Return each line of the listing exactly, though without its images.

+++

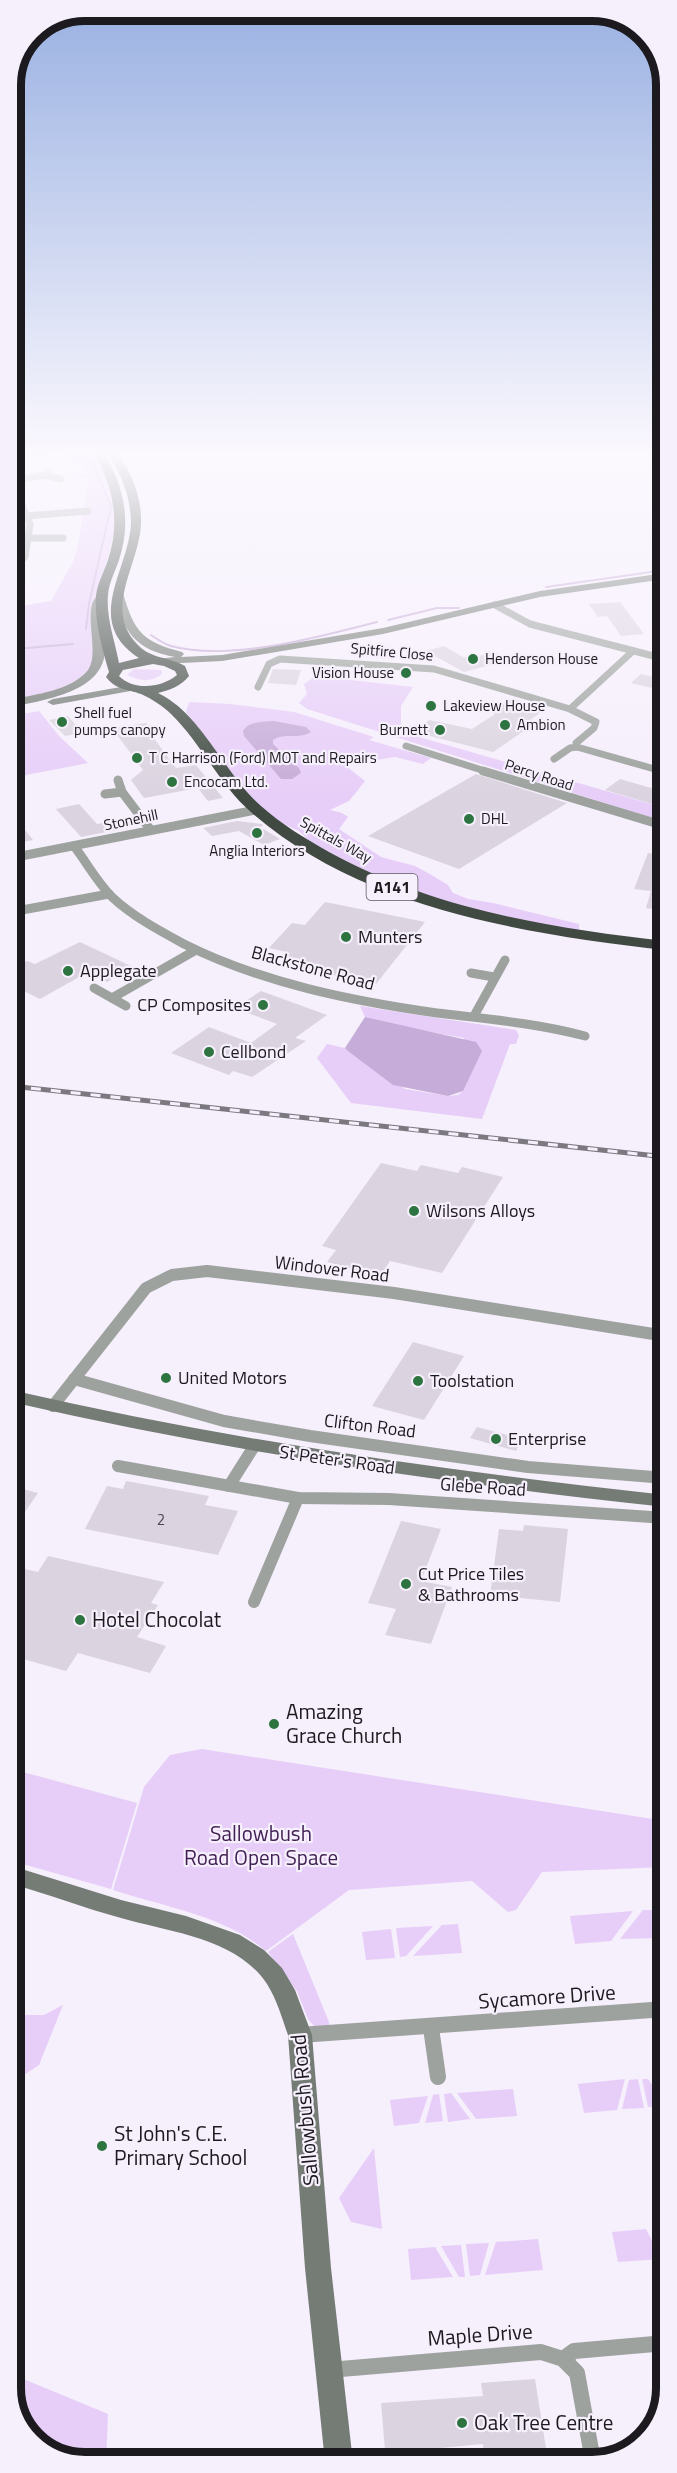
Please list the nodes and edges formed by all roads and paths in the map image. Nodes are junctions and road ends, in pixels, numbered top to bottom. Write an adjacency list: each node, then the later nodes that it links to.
1 (111, 565): 5 (highway)
2 (125, 565): 4 (highway)
3 (656, 577): 6 (street)
4 (117, 589): 8 (street); 11 (highway)
5 (102, 596): 12 (highway); 16 (street)
6 (495, 605): 7 (street); 8 (street)
7 (633, 651): 9 (street); 19 (street)
8 (238, 655): 10 (street)
9 (656, 657)
10 (222, 658): 11 (street); 13 (street)
11 (157, 661): 12 (highway); 13 (highway)
12 (113, 674): 15 (highway, Spittals Way); 17 (street)
13 (182, 676): 15 (highway); 20 (highway)
14 (258, 687): 19 (street, Spitfire Close)
15 (136, 689): 18 (street); 20 (highway, Spittals Way / A141)
16 (21, 704)
17 (21, 705)
18 (21, 705)
19 (570, 709): 22 (street, Spitfire Close)
20 (178, 713): 28 (highway, Spittals Way / A141)
21 (406, 746): 29 (street, Percy Road)
22 (577, 747): 23 (street, Spitfire Close); 24 (street)
23 (554, 759)
24 (656, 769)
25 (118, 780): 26 (street)
26 (122, 792): 27 (street); 30 (street)
27 (105, 794)
28 (256, 810): 30 (street, Stonehill); 35 (highway, Spittals Way / A141)
29 (656, 823)
30 (150, 830): 31 (street, Stonehill)
31 (74, 846): 32 (street, Stonehill); 33 (street, Blackstone Road)
32 (21, 856)
33 (109, 894): 34 (street); 36 (street, Blackstone Road)
34 (21, 910)
35 (656, 945)
36 (196, 950): 41 (street); 43 (street, Blackstone Road)
37 (505, 960): 39 (street)
38 (471, 973): 39 (street)
39 (494, 977): 43 (street)
40 (94, 988): 41 (street)
41 (112, 998): 42 (street)
42 (126, 1006)
43 (474, 1016): 44 (street, Blackstone Road)
44 (585, 1036)
45 (656, 1334): 46 (street, Windover Road)
46 (74, 1379): 48 (street, Windover Road); 51 (street, Clifton Road)
47 (21, 1398): 48 (street, St Peter's Road)
48 (52, 1406): 49 (street, St Peter's Road)
49 (252, 1448): 52 (street); 54 (street, St Peter's Road)
50 (118, 1466): 52 (street, Glebe Road)
51 (656, 1477)
52 (229, 1486): 53 (street, Glebe Road)
53 (298, 1498): 55 (street, Glebe Road); 56 (street)
54 (656, 1500)
55 (656, 1517)
56 (254, 1602)
57 (21, 1877): 60 (street, Sallowbush Road)
58 (656, 2010): 59 (street, Sycamore Drive)
59 (431, 2028): 60 (street, Sycamore Drive); 61 (street)
60 (300, 2035): 64 (street, Sallowbush Road)
61 (438, 2077)
62 (656, 2344): 63 (street)
63 (563, 2359): 64 (street, Maple Drive); 66 (street)
64 (329, 2370): 65 (street, Sallowbush Road)
65 (338, 2452)
66 (591, 2452)

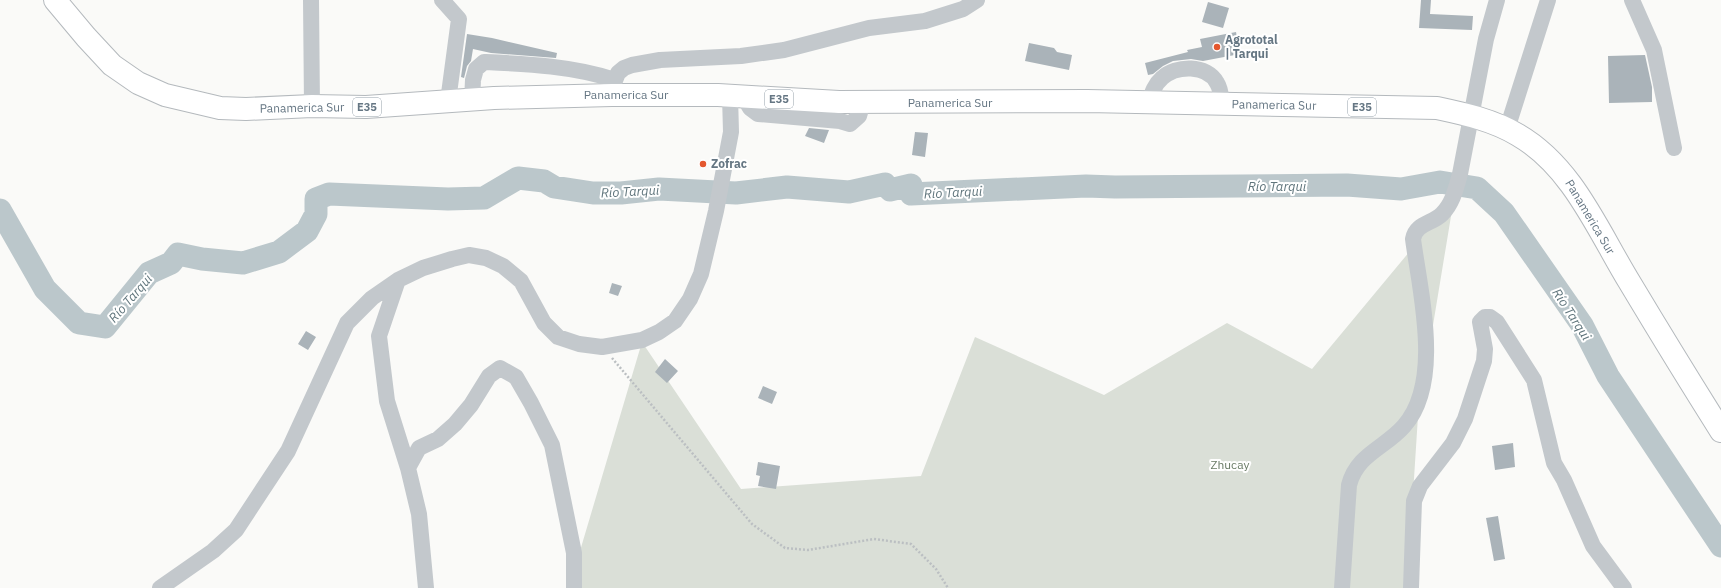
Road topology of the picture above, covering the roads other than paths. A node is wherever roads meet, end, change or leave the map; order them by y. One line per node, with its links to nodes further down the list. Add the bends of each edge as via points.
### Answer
1 (55, 0): 14 (highway, Panamerica Sur / E35, via 112,65 138,83 164,95 220,108)
2 (311, 0): 14 (street)
3 (442, 0): 11 (street, via 459,19)
4 (977, 0): 8 (street, via 963,9 925,21 869,28 784,50 741,56 660,60 632,65 618,74)
5 (1497, 0): 15 (street, via 1486,39)
6 (1548, 0): 16 (street)
7 (1632, 0): 17 (street, via 1654,50)
8 (614, 87): 9 (highway, Panamerica Sur / E35); 10 (highway, Panamerica Sur / E35, via 555,95); 10 (street, via 597,74 484,62 476,69)
9 (737, 96): 12 (highway, Panamerica Sur / E35, via 863,102); 18 (street, via 722,182 701,274 690,299 675,321 659,332 642,340 602,347 579,344 558,337 544,323 521,281 503,266 486,258 469,255 422,268)
10 (472, 100): 11 (highway, Panamerica Sur / E35)
11 (448, 101): 14 (highway, Panamerica Sur / E35, via 366,107)
12 (1149, 103): 13 (highway, Panamerica Sur / E35); 13 (street, via 1154,87 1163,77 1176,70 1188,68 1201,70 1217,81)
13 (1222, 104): 15 (highway, Panamerica Sur / E35, via 1437,108)
14 (312, 106)
15 (1472, 115): 16 (highway, Panamerica Sur / E35); 24 (street, via 1455,193 1442,214 1419,227 1414,235 1426,343 1422,387 1413,413 1404,426 1354,470 1349,485)
16 (1507, 129): 19 (highway, Panamerica Sur / E35, via 1542,154 1571,182)
17 (1674, 148)
18 (398, 280): 20 (street, via 379,336 387,401); 21 (street, via 372,298 347,323 288,451 236,530 213,551)
19 (1721, 431)
20 (408, 468): 22 (street, via 419,514); 23 (street, via 419,448 438,439 455,424 471,405 489,376 500,368 516,378 552,445 574,553)
21 (160, 588)
22 (426, 588)
23 (574, 588)
24 (1342, 588)
25 (1411, 588): 26 (street, via 1414,501 1420,486 1453,443 1465,419 1484,361 1485,349 1480,322 1484,317 1490,317 1498,322 1534,380 1554,462 1593,546)
26 (1624, 588)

+++

*SOLUTION FOR THIS TASK*:
Please list the nodes and edges formed by all roads and paths in the map image. Nodes are junctions and road ends, in pixels, numbered top to bottom. Write an adjacency list: each node, then the later nodes that it links to.
1 (111, 565): 5 (highway)
2 (125, 565): 4 (highway)
3 (656, 577): 6 (street)
4 (117, 589): 8 (street); 11 (highway)
5 (102, 596): 12 (highway); 16 (street)
6 (495, 605): 7 (street); 8 (street)
7 (633, 651): 9 (street); 19 (street)
8 (238, 655): 10 (street)
9 (656, 657)
10 (222, 658): 11 (street); 13 (street)
11 (157, 661): 12 (highway); 13 (highway)
12 (113, 674): 15 (highway, Spittals Way); 17 (street)
13 (182, 676): 15 (highway); 20 (highway)
14 (258, 687): 19 (street, Spitfire Close)
15 (136, 689): 18 (street); 20 (highway, Spittals Way / A141)
16 (21, 704)
17 (21, 705)
18 (21, 705)
19 (570, 709): 22 (street, Spitfire Close)
20 (178, 713): 28 (highway, Spittals Way / A141)
21 (406, 746): 29 (street, Percy Road)
22 (577, 747): 23 (street, Spitfire Close); 24 (street)
23 (554, 759)
24 (656, 769)
25 (118, 780): 26 (street)
26 (122, 792): 27 (street); 30 (street)
27 (105, 794)
28 (256, 810): 30 (street, Stonehill); 35 (highway, Spittals Way / A141)
29 (656, 823)
30 (150, 830): 31 (street, Stonehill)
31 (74, 846): 32 (street, Stonehill); 33 (street, Blackstone Road)
32 (21, 856)
33 (109, 894): 34 (street); 36 (street, Blackstone Road)
34 (21, 910)
35 (656, 945)
36 (196, 950): 41 (street); 43 (street, Blackstone Road)
37 (505, 960): 39 (street)
38 (471, 973): 39 (street)
39 (494, 977): 43 (street)
40 (94, 988): 41 (street)
41 (112, 998): 42 (street)
42 (126, 1006)
43 (474, 1016): 44 (street, Blackstone Road)
44 (585, 1036)
45 (656, 1334): 46 (street, Windover Road)
46 (74, 1379): 48 (street, Windover Road); 51 (street, Clifton Road)
47 (21, 1398): 48 (street, St Peter's Road)
48 (52, 1406): 49 (street, St Peter's Road)
49 (252, 1448): 52 (street); 54 (street, St Peter's Road)
50 (118, 1466): 52 (street, Glebe Road)
51 (656, 1477)
52 (229, 1486): 53 (street, Glebe Road)
53 (298, 1498): 55 (street, Glebe Road); 56 (street)
54 (656, 1500)
55 (656, 1517)
56 (254, 1602)
57 (21, 1877): 60 (street, Sallowbush Road)
58 (656, 2010): 59 (street, Sycamore Drive)
59 (431, 2028): 60 (street, Sycamore Drive); 61 (street)
60 (300, 2035): 64 (street, Sallowbush Road)
61 (438, 2077)
62 (656, 2344): 63 (street)
63 (563, 2359): 64 (street, Maple Drive); 66 (street)
64 (329, 2370): 65 (street, Sallowbush Road)
65 (338, 2452)
66 (591, 2452)

Road topology of the picture above, covering the roads other than paths. A node is wherever roads meet, end, change or leave the map; order them by y. One line per node, with its links to nodes further down the list. Add the bends of each edge as via points.
### Answer
1 (55, 0): 14 (highway, Panamerica Sur / E35, via 112,65 138,83 164,95 220,108)
2 (311, 0): 14 (street)
3 (442, 0): 11 (street, via 459,19)
4 (977, 0): 8 (street, via 963,9 925,21 869,28 784,50 741,56 660,60 632,65 618,74)
5 (1497, 0): 15 (street, via 1486,39)
6 (1548, 0): 16 (street)
7 (1632, 0): 17 (street, via 1654,50)
8 (614, 87): 9 (highway, Panamerica Sur / E35); 10 (highway, Panamerica Sur / E35, via 555,95); 10 (street, via 597,74 484,62 476,69)
9 (737, 96): 12 (highway, Panamerica Sur / E35, via 863,102); 18 (street, via 722,182 701,274 690,299 675,321 659,332 642,340 602,347 579,344 558,337 544,323 521,281 503,266 486,258 469,255 422,268)
10 (472, 100): 11 (highway, Panamerica Sur / E35)
11 (448, 101): 14 (highway, Panamerica Sur / E35, via 366,107)
12 (1149, 103): 13 (highway, Panamerica Sur / E35); 13 (street, via 1154,87 1163,77 1176,70 1188,68 1201,70 1217,81)
13 (1222, 104): 15 (highway, Panamerica Sur / E35, via 1437,108)
14 (312, 106)
15 (1472, 115): 16 (highway, Panamerica Sur / E35); 24 (street, via 1455,193 1442,214 1419,227 1414,235 1426,343 1422,387 1413,413 1404,426 1354,470 1349,485)
16 (1507, 129): 19 (highway, Panamerica Sur / E35, via 1542,154 1571,182)
17 (1674, 148)
18 (398, 280): 20 (street, via 379,336 387,401); 21 (street, via 372,298 347,323 288,451 236,530 213,551)
19 (1721, 431)
20 (408, 468): 22 (street, via 419,514); 23 (street, via 419,448 438,439 455,424 471,405 489,376 500,368 516,378 552,445 574,553)
21 (160, 588)
22 (426, 588)
23 (574, 588)
24 (1342, 588)
25 (1411, 588): 26 (street, via 1414,501 1420,486 1453,443 1465,419 1484,361 1485,349 1480,322 1484,317 1490,317 1498,322 1534,380 1554,462 1593,546)
26 (1624, 588)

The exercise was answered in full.